Cecil somehow doubted that Odysseus had actually said that.
“You know Zoot,” Marka asked rhetorically. “His sales team would pounce on this pull-created sales opportunity and steer the discussion toward our most profitable hearth designs.” She missed her par put by a whisker and tapped in a bogie. ("Don’t throw your club," she thought. "Don’t throw your club.")
“That’s push marketing!” Cecil exclaimed. “Once the qualified prospect is talking to us about deluxe hearths, we could encourage further upgrades and purchases of ancillary products by offering additional incentives.”
“Exactly!” Marka beamed at her star Cycloptic pupil. “Through push marketing, we would be able to incentivize customer behavior exactly in the direction most beneficial to us.”
“What should we do for our simpler retail products, like the new FEI matches?” Cecil asked.
“Ideally, our pull campaign will send hordes of newly-aware customers into stores with their eyes on our matches,” Marka said. “Once customers are inside, we expose them to up-sell and cross-sell promotions that offer higher value and complimentary products.

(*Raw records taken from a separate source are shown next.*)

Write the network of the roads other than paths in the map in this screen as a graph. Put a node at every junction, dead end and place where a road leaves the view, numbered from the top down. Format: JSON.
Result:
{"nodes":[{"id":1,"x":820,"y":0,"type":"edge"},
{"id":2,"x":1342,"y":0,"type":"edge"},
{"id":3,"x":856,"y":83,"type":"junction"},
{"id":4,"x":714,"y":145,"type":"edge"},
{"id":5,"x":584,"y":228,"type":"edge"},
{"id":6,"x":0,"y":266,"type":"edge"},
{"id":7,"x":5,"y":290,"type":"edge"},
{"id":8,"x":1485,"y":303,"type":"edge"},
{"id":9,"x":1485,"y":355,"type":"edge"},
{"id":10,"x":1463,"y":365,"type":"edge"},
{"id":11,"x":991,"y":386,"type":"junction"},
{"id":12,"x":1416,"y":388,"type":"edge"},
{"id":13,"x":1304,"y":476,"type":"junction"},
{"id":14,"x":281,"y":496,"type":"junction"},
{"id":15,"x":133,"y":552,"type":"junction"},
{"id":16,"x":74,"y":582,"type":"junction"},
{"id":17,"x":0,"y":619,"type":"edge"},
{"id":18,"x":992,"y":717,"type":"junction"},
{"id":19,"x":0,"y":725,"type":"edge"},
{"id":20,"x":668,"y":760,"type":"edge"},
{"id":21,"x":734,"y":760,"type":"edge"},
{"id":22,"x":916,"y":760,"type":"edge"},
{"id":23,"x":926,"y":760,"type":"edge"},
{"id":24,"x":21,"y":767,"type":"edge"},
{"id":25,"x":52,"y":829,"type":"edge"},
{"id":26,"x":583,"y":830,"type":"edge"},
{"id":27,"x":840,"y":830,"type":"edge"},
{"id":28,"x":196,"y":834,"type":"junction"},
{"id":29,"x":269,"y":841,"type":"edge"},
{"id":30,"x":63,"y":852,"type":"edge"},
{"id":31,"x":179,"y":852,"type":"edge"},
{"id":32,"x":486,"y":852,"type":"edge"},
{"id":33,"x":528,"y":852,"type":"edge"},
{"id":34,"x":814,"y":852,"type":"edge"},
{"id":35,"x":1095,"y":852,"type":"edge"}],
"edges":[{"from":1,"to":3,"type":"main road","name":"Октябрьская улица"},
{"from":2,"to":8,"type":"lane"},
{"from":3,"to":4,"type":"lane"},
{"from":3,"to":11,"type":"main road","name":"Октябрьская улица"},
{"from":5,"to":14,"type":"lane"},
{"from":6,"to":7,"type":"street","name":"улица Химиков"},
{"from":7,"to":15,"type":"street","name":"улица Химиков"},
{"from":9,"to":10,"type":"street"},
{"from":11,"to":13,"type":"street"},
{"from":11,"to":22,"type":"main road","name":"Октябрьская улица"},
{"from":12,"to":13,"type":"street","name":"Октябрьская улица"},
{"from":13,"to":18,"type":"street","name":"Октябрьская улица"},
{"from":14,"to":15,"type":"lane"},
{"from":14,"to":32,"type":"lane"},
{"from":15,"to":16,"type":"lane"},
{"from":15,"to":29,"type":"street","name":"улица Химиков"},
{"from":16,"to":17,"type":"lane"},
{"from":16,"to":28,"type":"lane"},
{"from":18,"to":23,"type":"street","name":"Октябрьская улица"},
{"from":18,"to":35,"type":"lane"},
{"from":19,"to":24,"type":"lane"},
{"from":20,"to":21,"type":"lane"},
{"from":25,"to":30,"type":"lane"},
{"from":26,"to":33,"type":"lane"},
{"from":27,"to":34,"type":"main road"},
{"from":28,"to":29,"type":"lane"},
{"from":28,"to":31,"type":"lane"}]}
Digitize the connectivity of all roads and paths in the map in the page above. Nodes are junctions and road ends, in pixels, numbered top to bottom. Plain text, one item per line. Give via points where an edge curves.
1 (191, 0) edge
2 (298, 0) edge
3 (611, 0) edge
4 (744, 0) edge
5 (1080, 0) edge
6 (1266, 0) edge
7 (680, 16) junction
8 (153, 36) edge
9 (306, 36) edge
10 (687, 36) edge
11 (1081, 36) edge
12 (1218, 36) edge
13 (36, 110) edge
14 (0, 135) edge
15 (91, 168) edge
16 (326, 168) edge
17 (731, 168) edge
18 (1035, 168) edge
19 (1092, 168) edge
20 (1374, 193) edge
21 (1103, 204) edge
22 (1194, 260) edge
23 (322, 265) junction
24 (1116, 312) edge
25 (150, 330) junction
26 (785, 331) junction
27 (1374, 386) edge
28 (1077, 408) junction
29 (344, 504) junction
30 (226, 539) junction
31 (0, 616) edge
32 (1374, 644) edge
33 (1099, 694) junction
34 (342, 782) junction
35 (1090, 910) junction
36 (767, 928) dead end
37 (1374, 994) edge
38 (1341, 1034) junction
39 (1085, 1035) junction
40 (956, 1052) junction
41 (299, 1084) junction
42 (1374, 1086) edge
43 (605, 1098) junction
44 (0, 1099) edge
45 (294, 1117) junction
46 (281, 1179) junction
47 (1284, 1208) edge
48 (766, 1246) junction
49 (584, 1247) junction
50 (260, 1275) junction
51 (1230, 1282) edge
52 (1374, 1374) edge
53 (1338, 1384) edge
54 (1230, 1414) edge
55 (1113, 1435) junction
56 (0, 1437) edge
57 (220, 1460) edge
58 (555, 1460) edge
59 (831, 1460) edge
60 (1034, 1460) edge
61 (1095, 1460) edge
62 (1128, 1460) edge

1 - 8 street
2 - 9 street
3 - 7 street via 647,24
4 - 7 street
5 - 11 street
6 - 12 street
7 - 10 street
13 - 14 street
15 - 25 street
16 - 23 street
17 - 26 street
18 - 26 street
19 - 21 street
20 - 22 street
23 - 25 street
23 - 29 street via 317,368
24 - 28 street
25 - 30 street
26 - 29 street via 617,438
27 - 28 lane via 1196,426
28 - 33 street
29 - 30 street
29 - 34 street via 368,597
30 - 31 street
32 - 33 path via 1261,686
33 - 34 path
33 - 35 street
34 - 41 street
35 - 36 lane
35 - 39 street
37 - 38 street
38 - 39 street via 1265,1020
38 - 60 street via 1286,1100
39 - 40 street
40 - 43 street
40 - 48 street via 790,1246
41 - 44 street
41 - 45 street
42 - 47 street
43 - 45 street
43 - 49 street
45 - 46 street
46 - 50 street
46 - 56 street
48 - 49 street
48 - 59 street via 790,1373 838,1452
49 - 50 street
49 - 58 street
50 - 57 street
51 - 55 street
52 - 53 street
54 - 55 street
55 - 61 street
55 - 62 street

Examples of these include our luxury match brand made from Olympian forest timber and our customized hand-carved match cases, respectively.”
“Again, that would be an integrated push and pull campaign,” Cecil observed. “By Zeus, I think I’ve got it!”
Marka and Cecil finished their pleasant round of O-golf. When they added up their scores, Marka couldn’t believe that Cecil had quietly beaten her by 10 strokes. Though it was a beautiful Saturday, Marka headed back to the office for a couple of hours of work on FEI’s “Customer Nurture Program.”
Today’s Fire Point:
“Push” and “pull” marketing tactics working in harmony will maximize the effectiveness of your B2B selling efforts. Once prospects are at the doorstep, “push” marketing strategies can help influence buying behavior.
FIRE! In Action
Pull Marketing for Less: In-n-Out Burger
Bumper stickers, billboards and cheap t-shirts featuring its distinctive “boomerang” logo launched In-n-Out Burger to more than $465 million in revenue in 2009.